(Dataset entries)

##############################

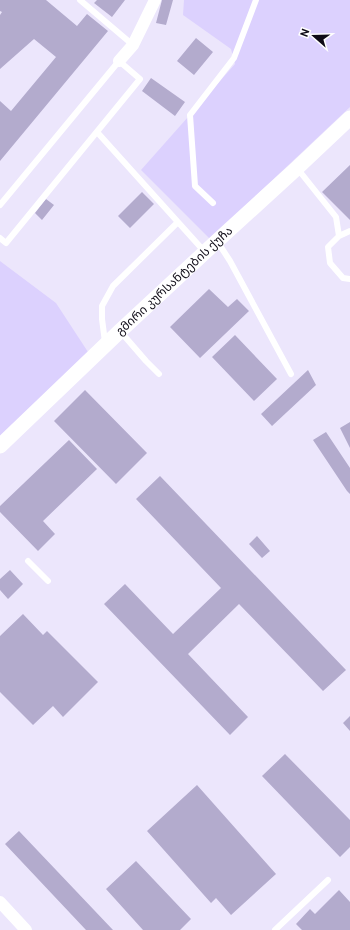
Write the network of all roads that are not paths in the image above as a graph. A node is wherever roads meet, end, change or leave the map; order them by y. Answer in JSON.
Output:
{"nodes":[{"id":1,"x":80,"y":0,"type":"edge"},
{"id":2,"x":155,"y":0,"type":"edge"},
{"id":3,"x":256,"y":0,"type":"edge"},
{"id":4,"x":133,"y":45,"type":"junction"},
{"id":5,"x":118,"y":61,"type":"junction"},
{"id":6,"x":350,"y":118,"type":"edge"},
{"id":7,"x":97,"y":132,"type":"junction"},
{"id":8,"x":297,"y":168,"type":"junction"},
{"id":9,"x":213,"y":203,"type":"dead end"},
{"id":10,"x":0,"y":205,"type":"edge"},
{"id":11,"x":178,"y":222,"type":"junction"},
{"id":12,"x":350,"y":232,"type":"edge"},
{"id":13,"x":339,"y":236,"type":"junction"},
{"id":14,"x":0,"y":238,"type":"edge"},
{"id":15,"x":217,"y":241,"type":"junction"},
{"id":16,"x":205,"y":252,"type":"junction"},
{"id":17,"x":350,"y":280,"type":"edge"},
{"id":18,"x":120,"y":331,"type":"junction"},
{"id":19,"x":106,"y":345,"type":"junction"},
{"id":20,"x":159,"y":374,"type":"dead end"},
{"id":21,"x":291,"y":374,"type":"dead end"},
{"id":22,"x":0,"y":446,"type":"edge"},
{"id":23,"x":28,"y":561,"type":"dead end"},
{"id":24,"x":48,"y":582,"type":"dead end"},
{"id":25,"x":328,"y":880,"type":"dead end"},
{"id":26,"x":0,"y":902,"type":"edge"},
{"id":27,"x":26,"y":930,"type":"edge"},
{"id":28,"x":276,"y":930,"type":"edge"}],
"edges":[{"from":1,"to":4,"type":"lane"},
{"from":2,"to":4,"type":"street"},
{"from":3,"to":9,"type":"lane"},
{"from":4,"to":5,"type":"street"},
{"from":5,"to":7,"type":"lane"},
{"from":5,"to":10,"type":"lane"},
{"from":6,"to":8,"type":"street","name":"გმირი კურსანტების ქუჩა"},
{"from":7,"to":11,"type":"lane"},
{"from":7,"to":14,"type":"lane"},
{"from":8,"to":13,"type":"lane"},
{"from":8,"to":15,"type":"street","name":"გმირი კურსანტების ქუჩა"},
{"from":11,"to":16,"type":"lane"},
{"from":11,"to":19,"type":"lane"},
{"from":12,"to":13,"type":"lane"},
{"from":13,"to":17,"type":"lane"},
{"from":15,"to":16,"type":"street","name":"გმირი კურსანტების ქუჩა"},
{"from":15,"to":21,"type":"lane"},
{"from":16,"to":18,"type":"street","name":"გმირი კურსანტების ქუჩა"},
{"from":18,"to":19,"type":"street","name":"გმირი კურსანტების ქუჩა"},
{"from":18,"to":20,"type":"lane"},
{"from":19,"to":22,"type":"street","name":"გმირი კურსანტების ქუჩა"},
{"from":23,"to":24,"type":"lane"},
{"from":25,"to":28,"type":"lane"},
{"from":26,"to":27,"type":"street"}]}
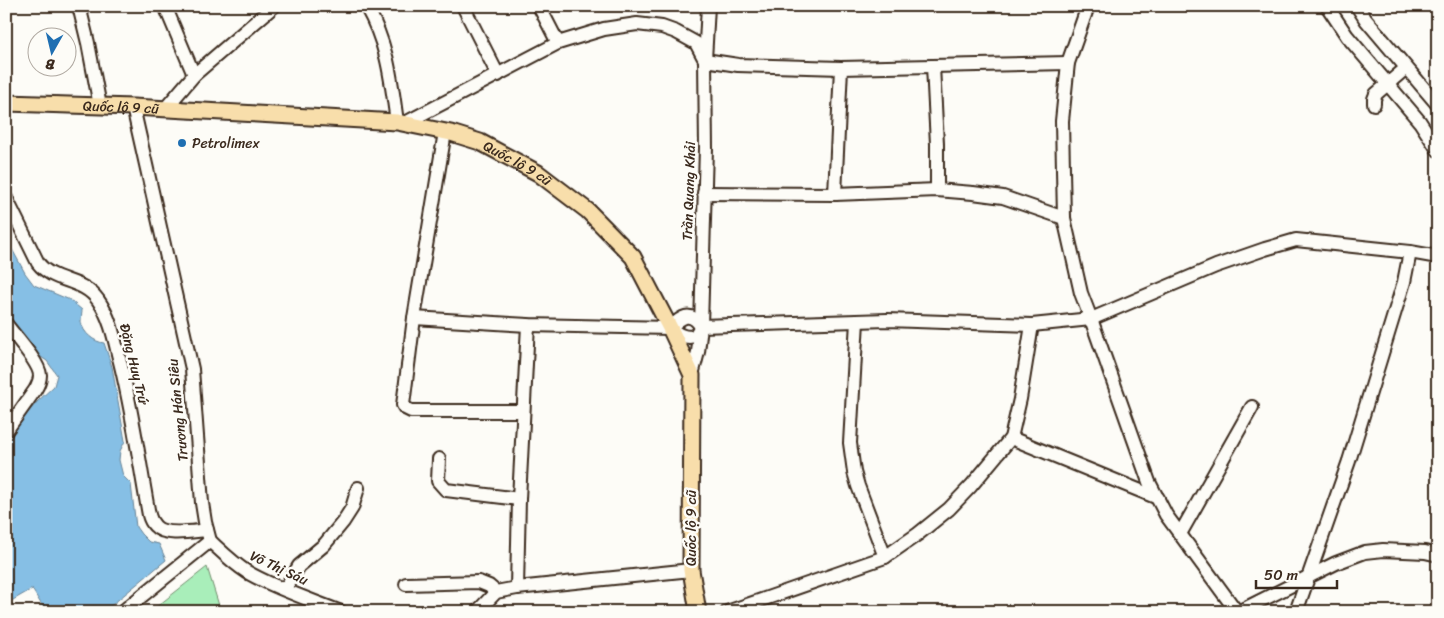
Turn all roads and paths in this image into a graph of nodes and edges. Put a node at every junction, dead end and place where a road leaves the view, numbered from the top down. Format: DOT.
graph roads {
  1 [pos="79,6"];
  2 [pos="166,6"];
  3 [pos="274,6"];
  4 [pos="366,6"];
  5 [pos="463,6"];
  6 [pos="539,6"];
  7 [pos="708,6"];
  8 [pos="1088,6"];
  9 [pos="1327,6"];
  10 [pos="1357,6"];
  11 [pos="558,42"];
  12 [pos="705,60"];
  13 [pos="1068,63"];
  14 [pos="933,66"];
  15 [pos="841,68"];
  16 [pos="1406,68"];
  17 [pos="194,75"];
  18 [pos="498,75"];
  19 [pos="1388,85"];
  20 [pos="6,103"];
  21 [pos="1374,104"];
  22 [pos="1438,105"];
  23 [pos="100,106"];
  24 [pos="133,107"];
  25 [pos="165,109"];
  26 [pos="401,122"];
  27 [pos="445,132"];
  28 [pos="1438,150"];
  29 [pos="937,190"];
  30 [pos="704,193"];
  31 [pos="835,194"];
  32 [pos="6,198"];
  33 [pos="1064,218"];
  34 [pos="1410,252"];
  35 [pos="1438,257"];
  36 [pos="414,318"];
  37 [pos="1092,319"];
  38 [pos="857,321"];
  39 [pos="6,324"];
  40 [pos="528,325"];
  41 [pos="1032,325"];
  42 [pos="700,326"];
  43 [pos="670,328"];
  44 [pos="692,375"];
  45 [pos="1252,407"];
  46 [pos="523,411"];
  47 [pos="6,431"];
  48 [pos="1011,438"];
  49 [pos="439,459"];
  50 [pos="358,488"];
  51 [pos="1158,498"];
  52 [pos="518,500"];
  53 [pos="1180,534"];
  54 [pos="209,536"];
  55 [pos="1438,555"];
  56 [pos="885,557"];
  57 [pos="691,570"];
  58 [pos="1309,576"];
  59 [pos="406,584"];
  60 [pos="517,588"];
  61 [pos="286,589"];
  62 [pos="496,592"];
  63 [pos="122,612"];
  64 [pos="341,612"];
  65 [pos="477,612"];
  66 [pos="698,612"];
  67 [pos="727,612"];
  68 [pos="1238,612"];
  69 [pos="1296,612"];
  1 -- 23 [label="street"];
  2 -- 17 [label="street"];
  3 -- 17 [label="street"];
  4 -- 26 [label="street"];
  5 -- 18 [label="street"];
  6 -- 11 [label="street"];
  7 -- 12 [label="street, Trần Quang Khải"];
  8 -- 13 [label="street"];
  9 -- 19 [label="street"];
  10 -- 16 [label="street"];
  11 -- 12 [label="street"];
  11 -- 18 [label="street"];
  12 -- 15 [label="street"];
  12 -- 30 [label="street, Trần Quang Khải"];
  13 -- 14 [label="street"];
  13 -- 33 [label="street"];
  14 -- 15 [label="street"];
  14 -- 29 [label="street"];
  15 -- 31 [label="street"];
  16 -- 19 [label="street"];
  16 -- 22 [label="street"];
  17 -- 25 [label="street"];
  18 -- 26 [label="street"];
  19 -- 21 [label="street"];
  19 -- 28 [label="street"];
  20 -- 23 [label="main road, Quốc lộ 9 cũ"];
  23 -- 24 [label="main road, Quốc lộ 9 cũ"];
  24 -- 25 [label="main road, Quốc lộ 9 cũ"];
  24 -- 54 [label="street, Trương Hán Siêu"];
  25 -- 26 [label="main road, Quốc lộ 9 cũ"];
  26 -- 27 [label="main road, Quốc lộ 9 cũ"];
  27 -- 36 [label="street"];
  27 -- 43 [label="main road, Quốc lộ 9 cũ"];
  29 -- 31 [label="street"];
  29 -- 33 [label="street"];
  30 -- 31 [label="street"];
  30 -- 42 [label="street, Trần Quang Khải"];
  32 -- 54 [label="street, Đặng Huy Trứ"];
  33 -- 37 [label="street"];
  34 -- 35 [label="street"];
  34 -- 37 [label="street"];
  34 -- 58 [label="street"];
  36 -- 40 [label="street"];
  36 -- 46 [label="street"];
  37 -- 41 [label="street"];
  37 -- 51 [label="street"];
  38 -- 41 [label="street"];
  38 -- 42 [label="street"];
  38 -- 56 [label="street"];
  39 -- 47 [label="street"];
  40 -- 43 [label="street"];
  40 -- 46 [label="street"];
  41 -- 48 [label="street"];
  42 -- 43 [label="street"];
  42 -- 44 [label="street, Trần Quang Khải"];
  43 -- 44 [label="main road, Quốc lộ 9 cũ"];
  44 -- 57 [label="main road, Quốc lộ 9 cũ"];
  45 -- 53 [label="street"];
  46 -- 52 [label="street"];
  48 -- 51 [label="street"];
  48 -- 56 [label="street"];
  49 -- 52 [label="street"];
  50 -- 61 [label="street"];
  51 -- 53 [label="street"];
  52 -- 60 [label="street"];
  53 -- 68 [label="street"];
  54 -- 61 [label="street, Võ Thị Sáu"];
  54 -- 63 [label="street"];
  55 -- 58 [label="street"];
  56 -- 67 [label="street"];
  57 -- 60 [label="street"];
  57 -- 66 [label="main road, Quốc lộ 9 cũ"];
  58 -- 68 [label="street"];
  58 -- 69 [label="street"];
  59 -- 62 [label="street"];
  60 -- 62 [label="street"];
  61 -- 64 [label="street, Võ Thị Sáu"];
  62 -- 65 [label="street"];
}
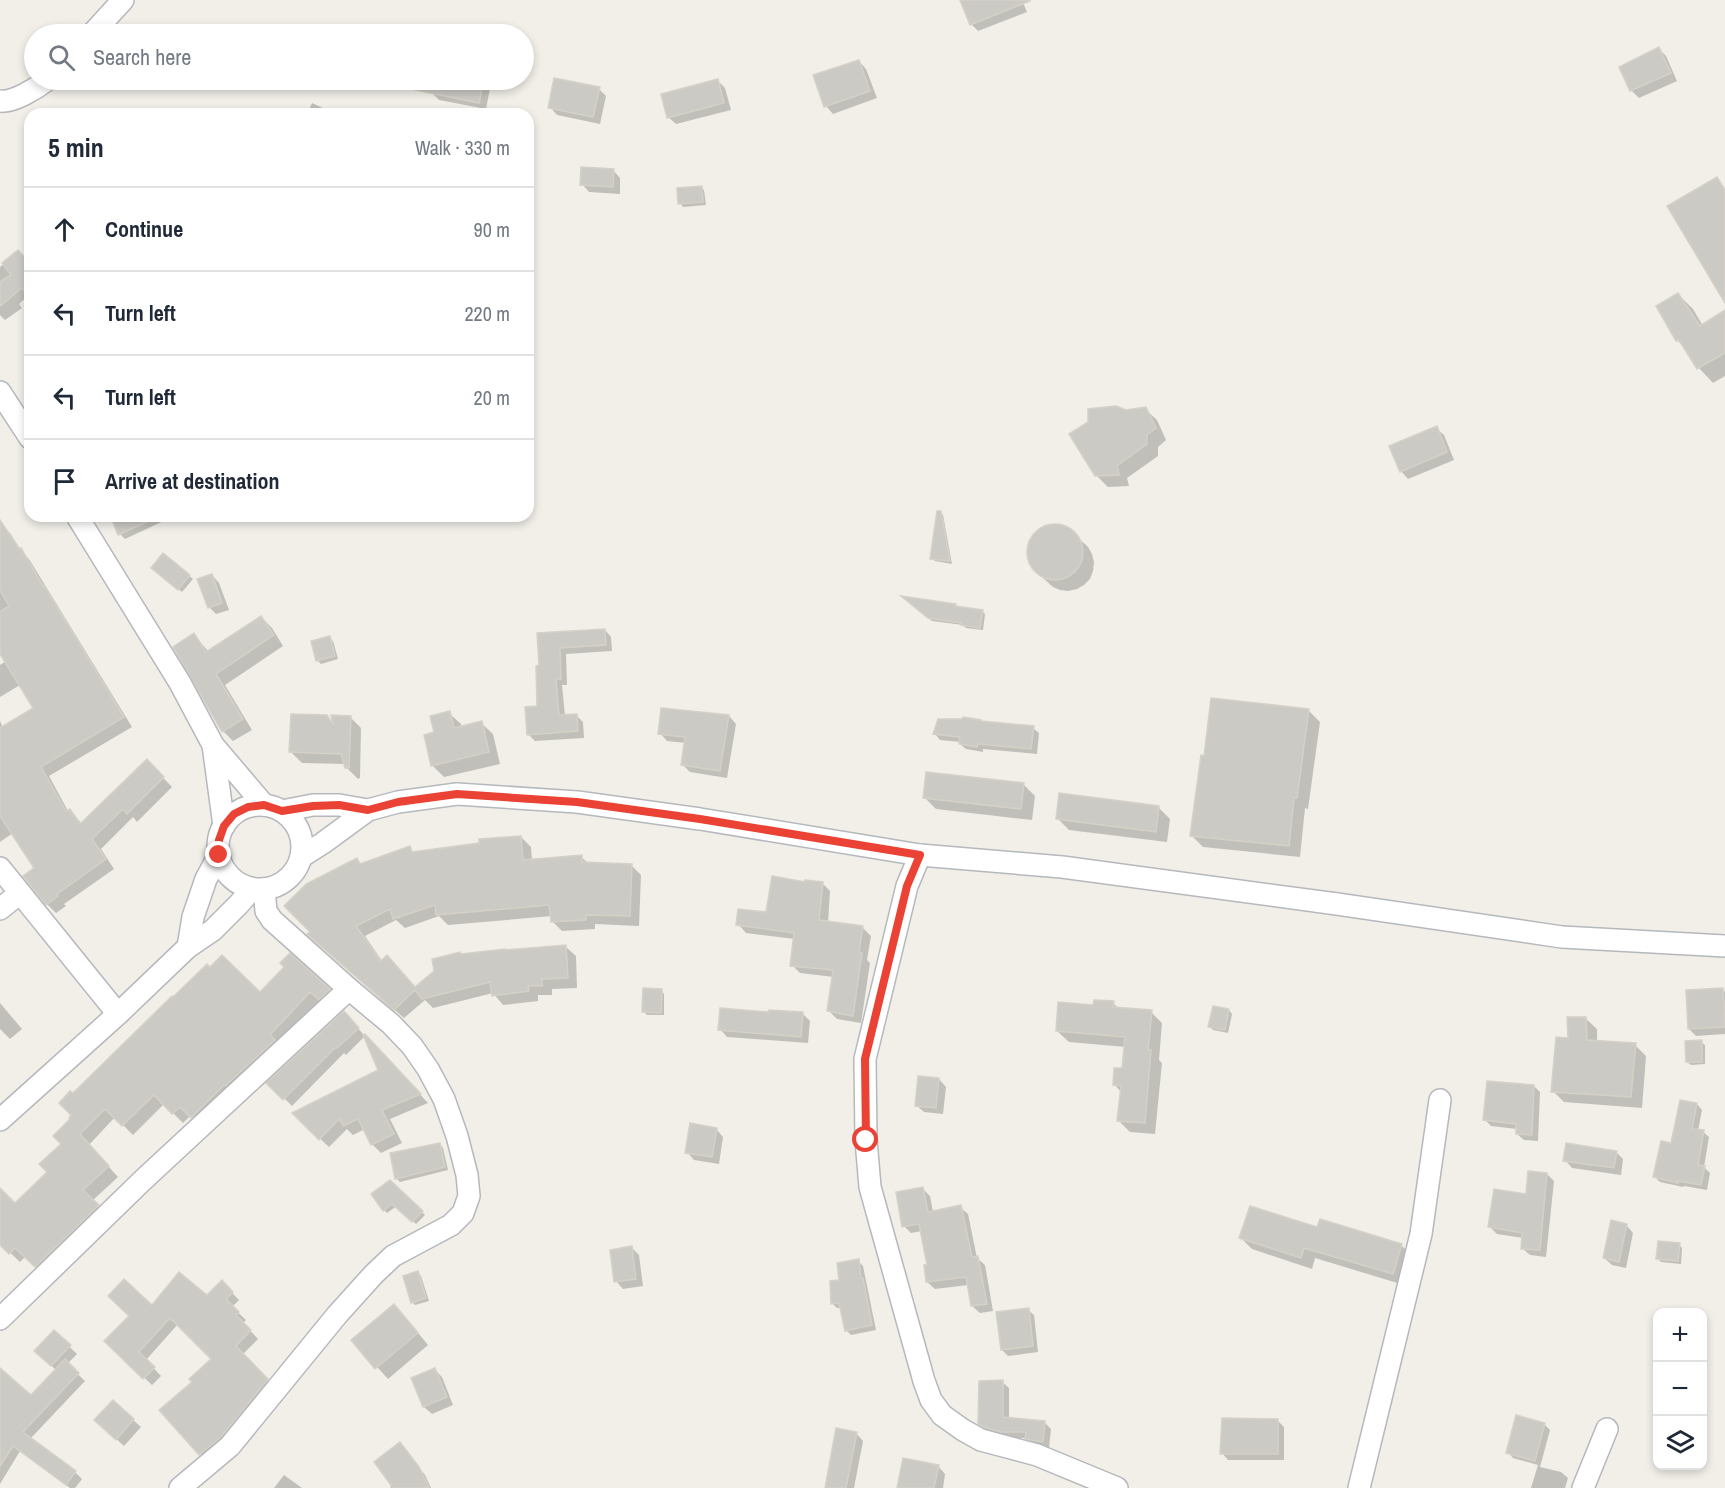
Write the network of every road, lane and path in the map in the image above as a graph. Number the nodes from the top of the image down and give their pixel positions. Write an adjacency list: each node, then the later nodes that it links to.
1 (123, 0): 2 (street)
2 (101, 24)
3 (32, 90): 4 (street)
4 (0, 101)
5 (0, 392): 6 (street)
6 (24, 429)
7 (81, 522): 8 (street)
8 (213, 745): 9 (street); 11 (street)
9 (273, 808): 10 (street); 11 (street); 14 (street)
10 (368, 810): 13 (street); 14 (street)
11 (224, 826): 12 (street)
12 (219, 855): 16 (street); 20 (street)
13 (920, 855): 19 (street); 28 (street)
14 (301, 857): 16 (street)
15 (0, 868): 17 (street)
16 (258, 889): 20 (street); 21 (street)
17 (20, 893): 18 (street); 22 (street)
18 (0, 909)
19 (1725, 946)
20 (188, 947): 22 (street)
21 (349, 989): 25 (street); 27 (street)
22 (118, 1014): 24 (street)
23 (1440, 1100): 29 (street)
24 (0, 1120)
25 (0, 1319)
26 (1607, 1429): 30 (street)
27 (180, 1488)
28 (1117, 1488)
29 (1359, 1488)
30 (1583, 1488)

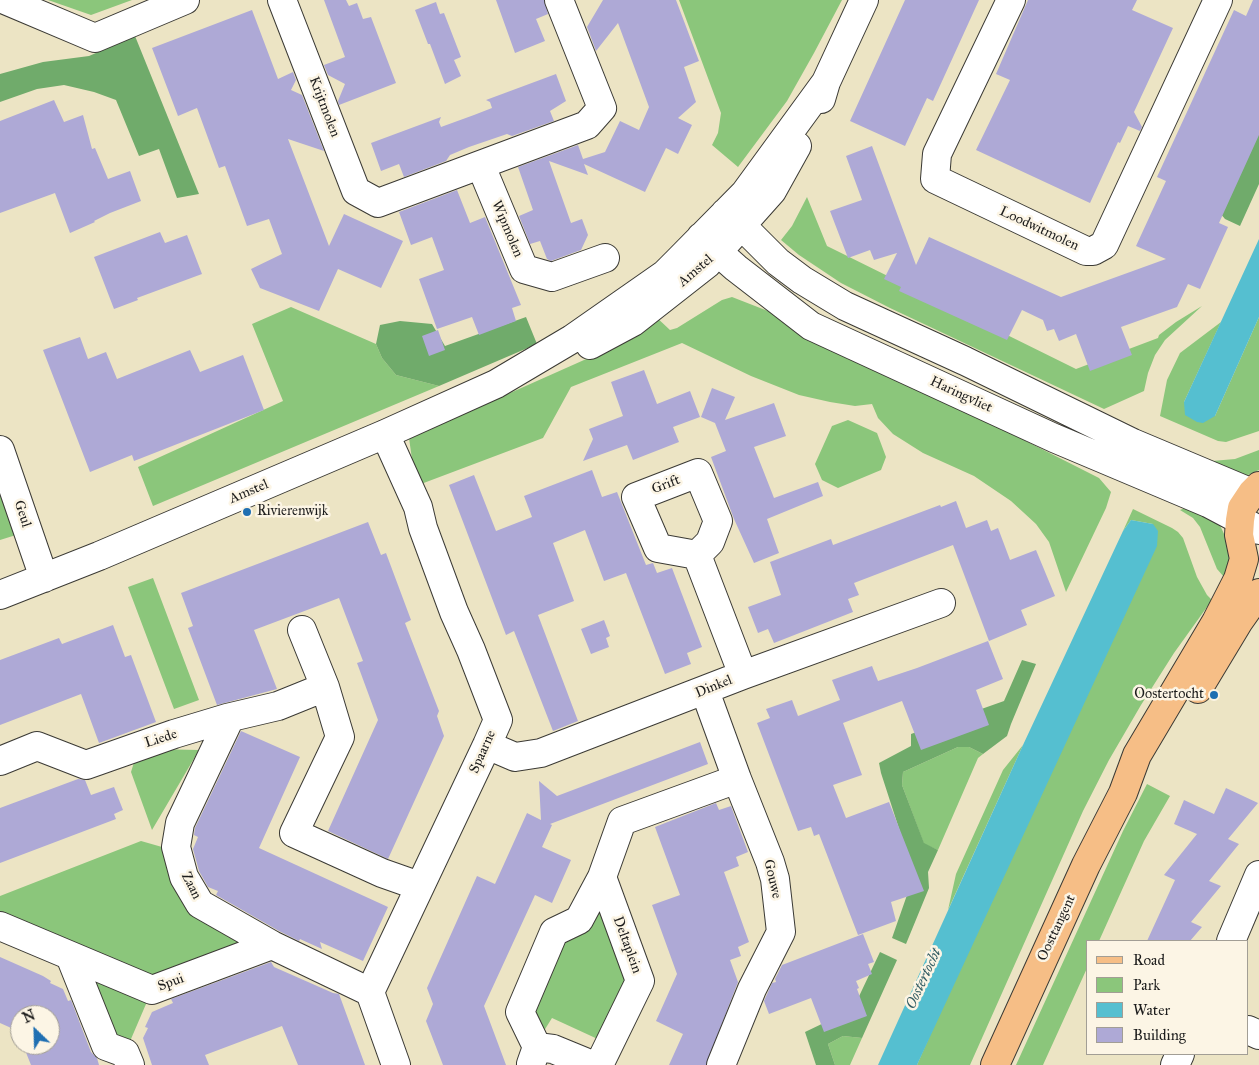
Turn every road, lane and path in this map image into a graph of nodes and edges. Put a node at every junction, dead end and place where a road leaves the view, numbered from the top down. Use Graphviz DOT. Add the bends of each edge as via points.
graph roads {
  1 [pos="5,0"];
  2 [pos="184,0"];
  3 [pos="282,0"];
  4 [pos="559,0"];
  5 [pos="864,0"];
  6 [pos="1011,0"];
  7 [pos="1218,0"];
  8 [pos="481,166"];
  9 [pos="733,219"];
  10 [pos="709,245"];
  11 [pos="605,258"];
  12 [pos="386,434"];
  13 [pos="0,450"];
  14 [pos="1255,490"];
  15 [pos="1249,525"];
  16 [pos="697,555"];
  17 [pos="44,578"];
  18 [pos="1259,594"];
  19 [pos="0,595"];
  20 [pos="941,603"];
  21 [pos="302,630"];
  22 [pos="743,675"];
  23 [pos="325,688"];
  24 [pos="705,690"];
  25 [pos="227,718"];
  26 [pos="487,745"];
  27 [pos="0,761"];
  28 [pos="737,779"];
  29 [pos="1123,793"];
  30 [pos="1259,875"];
  31 [pos="602,877"];
  32 [pos="419,886"];
  33 [pos="0,926"];
  34 [pos="1230,940"];
  35 [pos="272,945"];
  36 [pos="70,956"];
  37 [pos="370,992"];
  38 [pos="534,1056"];
  39 [pos="130,1065"];
  40 [pos="396,1065"];
  41 [pos="592,1065"];
  42 [pos="599,1065"];
  43 [pos="721,1065"];
  44 [pos="995,1065"];
  1 -- 2 [label="street" via="95,38"];
  3 -- 8 [label="street, Krijtmolen" via="356,191 378,203"];
  4 -- 8 [label="street" via="602,108 587,126"];
  5 -- 9 [label="street, Amstel" via="826,82 817,111 772,190"];
  6 -- 7 [label="street, Loodwitmolen" via="937,154 935,180 1093,252 1104,245"];
  8 -- 11 [label="street, Wipmolen" via="524,269 552,277"];
  9 -- 10 [label="street, Amstel"];
  9 -- 14 [label="street" via="778,262 845,306 1133,443 1220,481"];
  10 -- 12 [label="street, Amstel" via="694,275 633,322 544,370 496,384"];
  10 -- 15 [label="street, Haringvliet" via="811,326 1054,438 1208,503"];
  12 -- 17 [label="street, Amstel"];
  12 -- 26 [label="street, Spaarne" via="418,507 454,612 498,720"];
  13 -- 17 [label="street, Geul"];
  14 -- 15 [label="main road" via="1242,508"];
  15 -- 29 [label="main road, Oosttangent" via="1239,535 1244,559 1238,579 1137,754"];
  16 -- 22 [label="street"];
  17 -- 19 [label="street, Amstel"];
  18 -- 29 [label="main road, Oosttangent" via="1152,762"];
  20 -- 22 [label="street, Dinkel"];
  21 -- 23 [label="street"];
  22 -- 24 [label="street, Dinkel"];
  23 -- 25 [label="street, Liede" via="278,706"];
  23 -- 32 [label="street" via="340,737 294,833 382,874"];
  24 -- 26 [label="street, Dinkel" via="541,753 515,757"];
  24 -- 28 [label="street, Gouwe"];
  25 -- 27 [label="street, Liede" via="86,766 37,746"];
  25 -- 35 [label="street, Zaan" via="228,722 180,823 176,847 184,877 200,904"];
  26 -- 32 [label="street, Spaarne"];
  28 -- 31 [label="street" via="622,821"];
  28 -- 43 [label="street, Gouwe" via="775,879 781,932"];
  29 -- 44 [label="main road, Oosttangent"];
  30 -- 34 [label="street"];
  31 -- 38 [label="street" via="579,920 554,932 520,1012"];
  31 -- 42 [label="street, Deltaplein" via="640,980"];
  32 -- 37 [label="street, Spaarne"];
  33 -- 36 [label="street, Spui"];
  35 -- 36 [label="street, Spui" via="152,990"];
  35 -- 37 [label="street, Zaan"];
  36 -- 39 [label="street" via="106,1046 125,1053"];
  37 -- 40 [label="street"];
  38 -- 41 [label="street" via="553,1049"];
}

##############################

Copy each line from the records above that includes the string "every".

Turn all roads and paths in this image into a graph of nodes and edges. Put a node at every junction, dead end and place where a road leaves the view, numbered from the top down. Format: DOT.
Write the network of every road, lane and path in the map in the image above as a graph. Number the nodes from the top of the image down and give their pixel positions. Write an adjacency list: each node, then the later nodes that it links to.
Turn every road, lane and path in this map image into a graph of nodes and edges. Put a node at every junction, dead end and place where a road leaves the view, numbered from the top down. Use Graphviz DOT. Add the bends of each edge as via points.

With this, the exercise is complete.